C’est chez Louis XIV que s’ouvre le troisième acte. Le roi est de bonne humeur, et plaisante agréablement le ministre de la police sur sa prétention à juger les affaires littéraires. Le médecin Dubois, le poète Chapelle, le notaire Lefèvre, ont beau invoquer la protection du monarque contre cet impudent comédien qui ne respecte ni les médecins ignorans, ni les gens de loi rapaces, ni les poètes ridicules ; ils ont beau s’unir à Lamoignon et associer leur cause à celle de la religion outragée, toutes leurs invectives, toutes leurs lamentations sont vaines ; Louis XIV a décidé que Molière jouerait Tartufe. Lamoignon est désespéré, mais bientôt son courage se relève ; il a surpris un secret qui peut lui rendre la victoire. Le roi aime et poursuit Armande Béjart.
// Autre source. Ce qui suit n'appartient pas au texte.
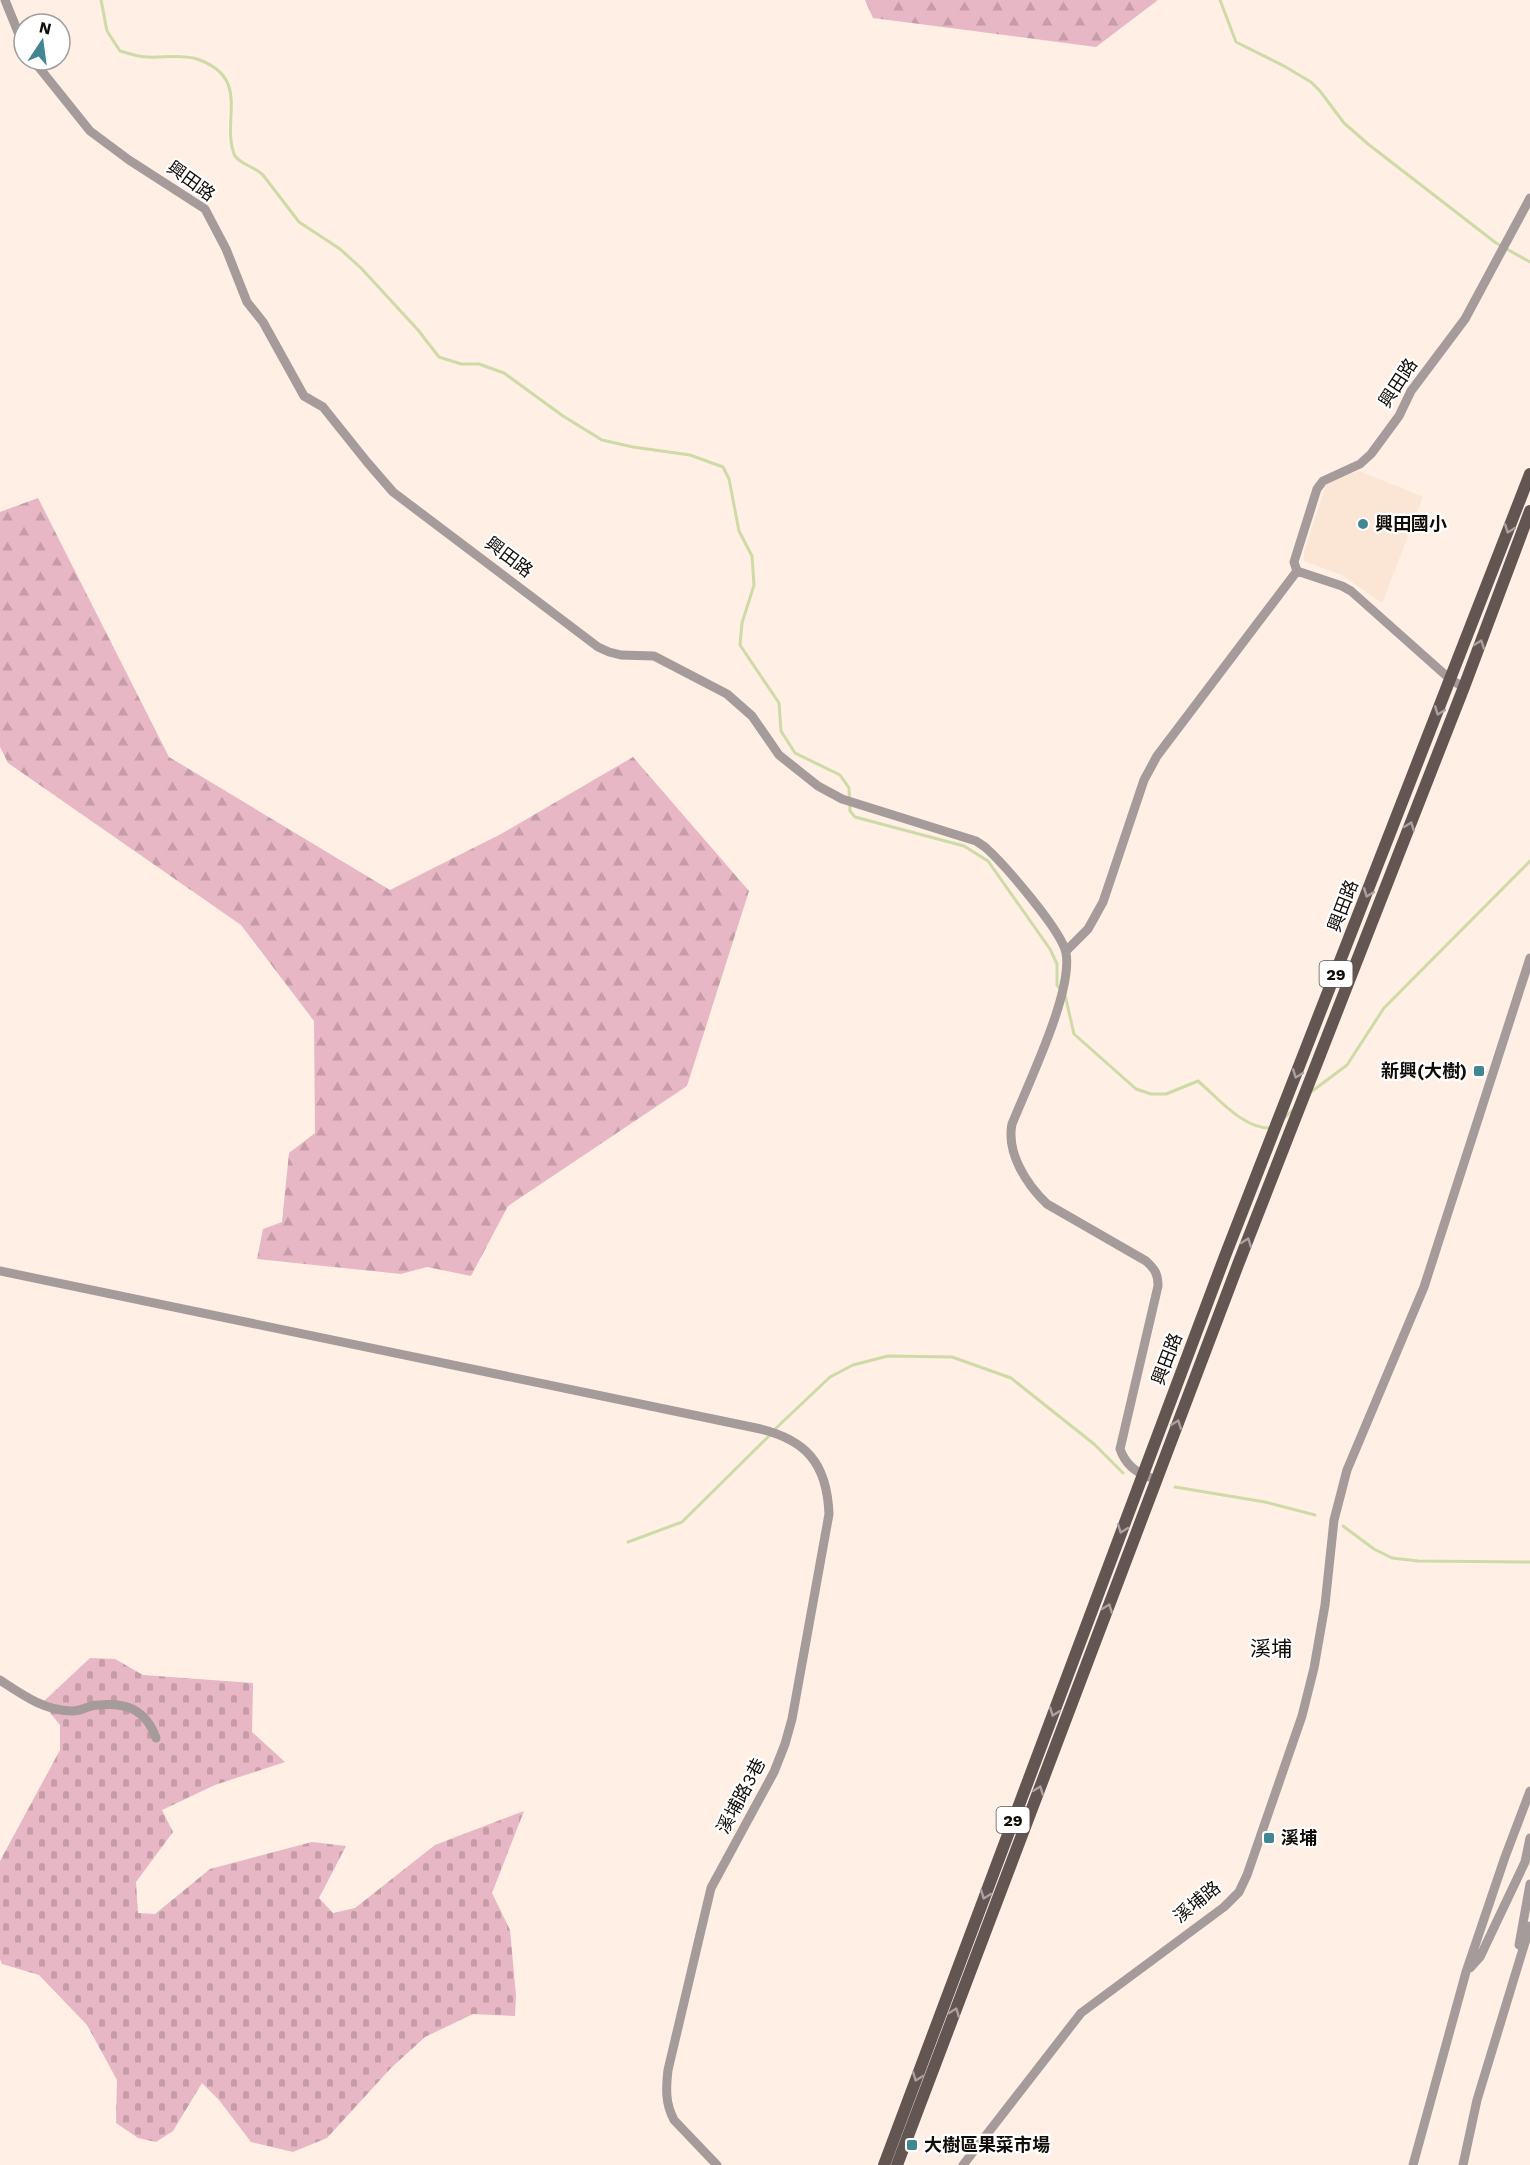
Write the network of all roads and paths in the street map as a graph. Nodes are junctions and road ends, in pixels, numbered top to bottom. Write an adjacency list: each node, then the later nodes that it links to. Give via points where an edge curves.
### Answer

Irrité de la résistance qu’il rencontre chez une comédienne, l’orgueilleux prince brûle de découvrir le rival qu’on lui préfère ; ce rival, c’est Molière, Molière aimé d’Armande et qui n’attend pour l’épouser que le succès de Tartufe. Voilà le secret de Lamoignon, et certes il n’en fallait pas tant pour enflammer la colère du roi. Le chef-d’œuvre du poète est de nouveau frappé d’interdiction. Or, des bourgeois de Paris venaient remercier Louis XIV d’avoir permis la représentation de Tartufe ; ils ne trouvent plus que Molière désolé, et le grand artiste, préparant sa vengeance, s’écrie avec une solennité de mélodrame : « Eh bien ! j’écrirai sur la toile du théâtre, j’écrirai sur les tables de l’histoire, et ce sera le commencement de la lutte ; j’écrirai : Parisiens, je voulais représenter devant vous la comédie de Tartufe ; mais le président Lamoignon ne veut pas qu’on le joue ! »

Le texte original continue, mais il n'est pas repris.